(EXTRACTED DATA)
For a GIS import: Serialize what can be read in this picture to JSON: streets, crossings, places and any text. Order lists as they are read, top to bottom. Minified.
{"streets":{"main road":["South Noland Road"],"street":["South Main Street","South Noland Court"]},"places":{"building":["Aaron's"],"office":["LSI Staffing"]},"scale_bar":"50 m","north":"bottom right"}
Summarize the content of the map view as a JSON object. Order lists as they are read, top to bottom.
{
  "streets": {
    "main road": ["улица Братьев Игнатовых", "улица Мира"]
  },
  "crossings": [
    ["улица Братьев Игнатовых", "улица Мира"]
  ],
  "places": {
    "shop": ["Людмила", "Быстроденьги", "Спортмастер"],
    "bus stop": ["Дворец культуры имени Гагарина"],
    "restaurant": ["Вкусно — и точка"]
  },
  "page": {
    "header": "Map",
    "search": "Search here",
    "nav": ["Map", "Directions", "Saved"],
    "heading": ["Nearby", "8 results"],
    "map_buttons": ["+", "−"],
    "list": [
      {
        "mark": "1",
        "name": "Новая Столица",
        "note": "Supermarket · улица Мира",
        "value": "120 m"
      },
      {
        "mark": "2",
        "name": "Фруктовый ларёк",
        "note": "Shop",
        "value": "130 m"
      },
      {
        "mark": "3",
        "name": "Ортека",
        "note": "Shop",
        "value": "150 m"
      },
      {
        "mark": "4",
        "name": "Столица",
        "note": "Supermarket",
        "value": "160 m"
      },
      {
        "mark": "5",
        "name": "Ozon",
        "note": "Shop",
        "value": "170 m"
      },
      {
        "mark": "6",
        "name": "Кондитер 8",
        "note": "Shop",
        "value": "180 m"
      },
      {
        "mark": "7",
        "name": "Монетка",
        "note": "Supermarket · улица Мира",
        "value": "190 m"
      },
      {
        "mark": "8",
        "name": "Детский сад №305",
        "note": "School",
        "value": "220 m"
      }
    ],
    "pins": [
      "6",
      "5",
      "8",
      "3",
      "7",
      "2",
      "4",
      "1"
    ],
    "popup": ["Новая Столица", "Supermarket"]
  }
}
(End EXTRACTED DATA)
## [WHAT THE EXERCISE ASKS]
Copy every line of the data that holds the string "Supermarket".

## [OUTPUT OF THE EXERCISE]
        "note": "Supermarket · улица Мира",
        "note": "Supermarket",
        "note": "Supermarket · улица Мира",
    "popup": ["Новая Столица", "Supermarket"]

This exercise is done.